Studies have shown that the start of daylight savings time, which begins Sunday, is associated with an increase in heart attacks. "The Monday and Tuesday after moving the clocks ahead one hour in March is associated with a 10% increase in the risk of having a heart attack," a professor tells Science Daily. "The opposite is true when falling back in October. This risk decreases by about 10%." He explains some of the reasons why:

  • Sleep deprivation: Those who don't get enough sleep tend to be overweight and are already more at risk for developing diabetes or heart disease, and on the Monday after the time change, many people are getting up earlier to go to work.
  • Circadian clock: Your body anticipates and prepares for expected events, so "springing forward" forces it to readjust its Circadian rhythms, which can cause stress.

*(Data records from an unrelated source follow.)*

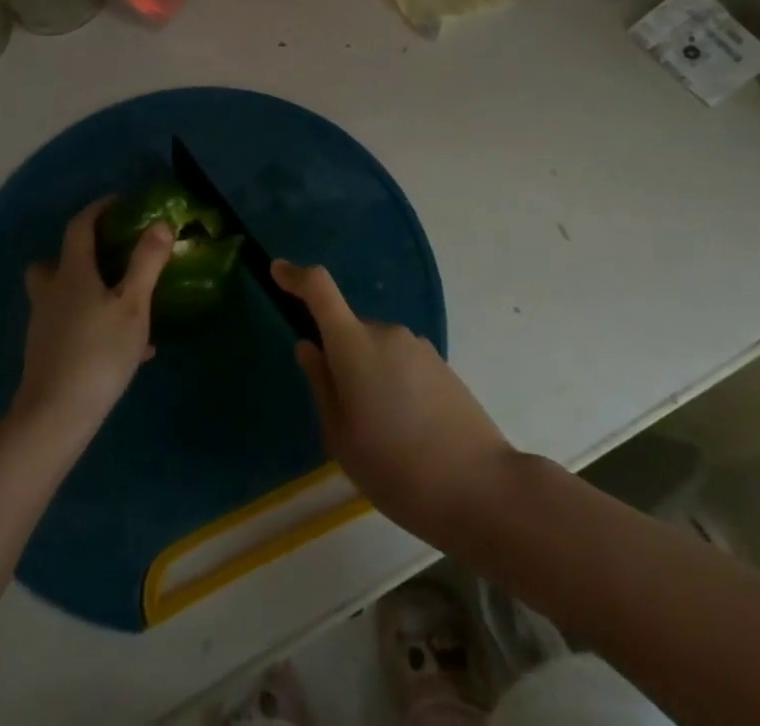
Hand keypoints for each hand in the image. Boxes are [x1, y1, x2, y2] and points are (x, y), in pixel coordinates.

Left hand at [11, 198, 170, 446]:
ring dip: (86, 292)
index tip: (118, 203)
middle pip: (52, 263)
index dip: (97, 210)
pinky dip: (92, 326)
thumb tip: (159, 224)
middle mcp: (52, 294)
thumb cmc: (98, 353)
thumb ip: (146, 263)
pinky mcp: (46, 355)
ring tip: (124, 304)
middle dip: (76, 254)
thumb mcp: (133, 305)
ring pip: (61, 297)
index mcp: (72, 274)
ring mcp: (44, 326)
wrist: (54, 418)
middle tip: (107, 257)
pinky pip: (70, 327)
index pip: (79, 228)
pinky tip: (126, 349)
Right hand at [275, 260, 515, 547]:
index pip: (320, 289)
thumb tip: (309, 347)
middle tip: (345, 417)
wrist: (482, 489)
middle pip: (348, 329)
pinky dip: (393, 384)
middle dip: (339, 359)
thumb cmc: (397, 469)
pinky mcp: (441, 364)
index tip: (277, 271)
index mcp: (354, 345)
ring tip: (381, 436)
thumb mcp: (342, 438)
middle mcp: (386, 333)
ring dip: (368, 375)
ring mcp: (418, 346)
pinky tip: (408, 433)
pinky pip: (401, 362)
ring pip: (375, 349)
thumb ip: (321, 385)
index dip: (296, 276)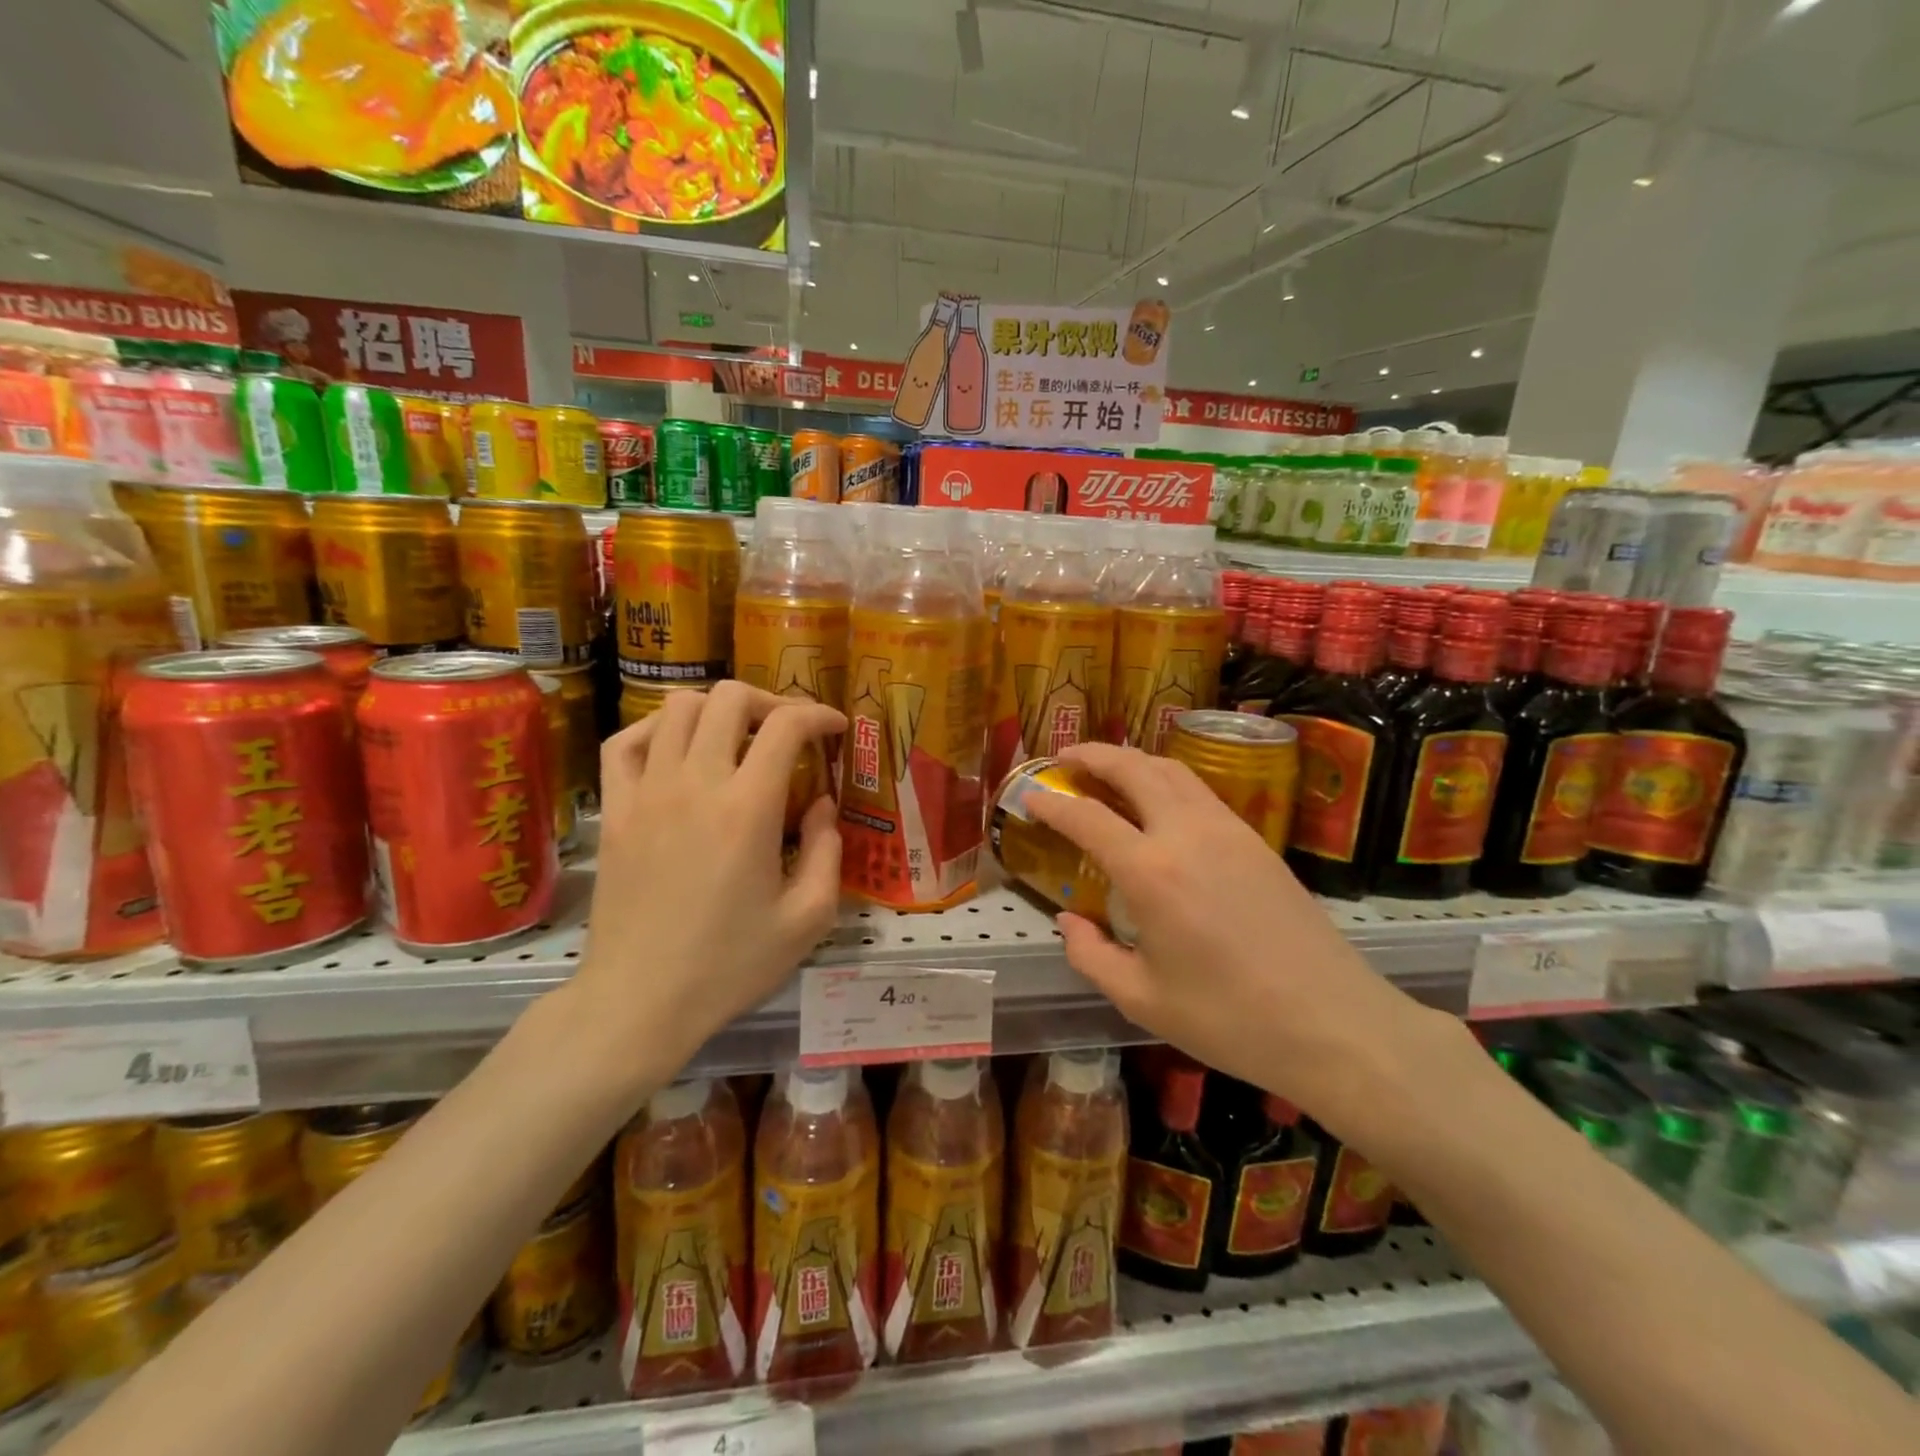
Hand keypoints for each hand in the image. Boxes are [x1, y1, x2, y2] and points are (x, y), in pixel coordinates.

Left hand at [572, 683, 845, 1072]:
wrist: (640, 1000)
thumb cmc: (730, 964)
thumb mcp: (807, 919)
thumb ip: (828, 851)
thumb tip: (824, 804)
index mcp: (749, 808)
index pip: (786, 725)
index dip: (818, 714)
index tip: (834, 728)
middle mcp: (696, 783)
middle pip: (730, 698)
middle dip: (770, 701)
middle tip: (787, 731)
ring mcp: (647, 792)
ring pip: (678, 707)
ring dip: (716, 710)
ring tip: (736, 737)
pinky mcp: (615, 809)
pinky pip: (625, 742)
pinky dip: (655, 728)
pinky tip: (676, 748)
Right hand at [1026, 742, 1444, 1118]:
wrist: (1334, 1024)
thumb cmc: (1230, 1020)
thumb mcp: (1142, 1000)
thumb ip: (1091, 955)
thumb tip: (1068, 921)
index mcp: (1151, 873)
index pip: (1087, 818)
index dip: (1052, 802)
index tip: (1029, 795)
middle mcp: (1187, 834)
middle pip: (1133, 769)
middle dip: (1093, 755)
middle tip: (1064, 757)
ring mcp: (1228, 830)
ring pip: (1172, 770)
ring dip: (1132, 760)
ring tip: (1107, 768)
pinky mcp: (1256, 840)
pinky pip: (1200, 791)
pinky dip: (1166, 779)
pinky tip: (1158, 801)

How can you lessen your risk? He suggests the following to "reset" your internal clocks:

  • Wake up earlier on Saturday and Sunday: Shifting your normal wake-up time by 30 minutes will help prepare you for Monday.
  • Go outside: Experience the sunlight in the morning.
  • Eat: Make sure to have a good breakfast.
  • Exercise: Get in a morning workout, unless you have a heart condition.